Assigned task
Repeat every line of the material, character for character.

Data

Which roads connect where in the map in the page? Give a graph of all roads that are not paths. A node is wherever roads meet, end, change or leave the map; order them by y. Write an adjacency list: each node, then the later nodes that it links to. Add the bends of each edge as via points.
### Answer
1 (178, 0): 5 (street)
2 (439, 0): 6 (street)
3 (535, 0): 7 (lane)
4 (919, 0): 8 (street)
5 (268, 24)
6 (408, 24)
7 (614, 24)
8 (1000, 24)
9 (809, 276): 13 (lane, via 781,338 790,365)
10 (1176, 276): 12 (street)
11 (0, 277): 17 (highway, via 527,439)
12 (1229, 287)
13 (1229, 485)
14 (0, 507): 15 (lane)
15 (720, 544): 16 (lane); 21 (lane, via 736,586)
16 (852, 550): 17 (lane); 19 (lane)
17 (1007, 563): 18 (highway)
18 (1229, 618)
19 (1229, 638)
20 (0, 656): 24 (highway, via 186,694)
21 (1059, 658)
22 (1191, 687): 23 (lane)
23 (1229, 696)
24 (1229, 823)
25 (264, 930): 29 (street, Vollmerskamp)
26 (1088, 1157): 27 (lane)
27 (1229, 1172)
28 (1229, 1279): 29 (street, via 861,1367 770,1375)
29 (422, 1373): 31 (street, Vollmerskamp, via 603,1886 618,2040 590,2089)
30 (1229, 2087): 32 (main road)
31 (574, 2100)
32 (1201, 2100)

Result of this exercise
Which roads connect where in the map in the page? Give a graph of all roads that are not paths. A node is wherever roads meet, end, change or leave the map; order them by y. Write an adjacency list: each node, then the later nodes that it links to. Add the bends of each edge as via points.
### Answer
1 (178, 0): 5 (street)
2 (439, 0): 6 (street)
3 (535, 0): 7 (lane)
4 (919, 0): 8 (street)
5 (268, 24)
6 (408, 24)
7 (614, 24)
8 (1000, 24)
9 (809, 276): 13 (lane, via 781,338 790,365)
10 (1176, 276): 12 (street)
11 (0, 277): 17 (highway, via 527,439)
12 (1229, 287)
13 (1229, 485)
14 (0, 507): 15 (lane)
15 (720, 544): 16 (lane); 21 (lane, via 736,586)
16 (852, 550): 17 (lane); 19 (lane)
17 (1007, 563): 18 (highway)
18 (1229, 618)
19 (1229, 638)
20 (0, 656): 24 (highway, via 186,694)
21 (1059, 658)
22 (1191, 687): 23 (lane)
23 (1229, 696)
24 (1229, 823)
25 (264, 930): 29 (street, Vollmerskamp)
26 (1088, 1157): 27 (lane)
27 (1229, 1172)
28 (1229, 1279): 29 (street, via 861,1367 770,1375)
29 (422, 1373): 31 (street, Vollmerskamp, via 603,1886 618,2040 590,2089)
30 (1229, 2087): 32 (main road)
31 (574, 2100)
32 (1201, 2100)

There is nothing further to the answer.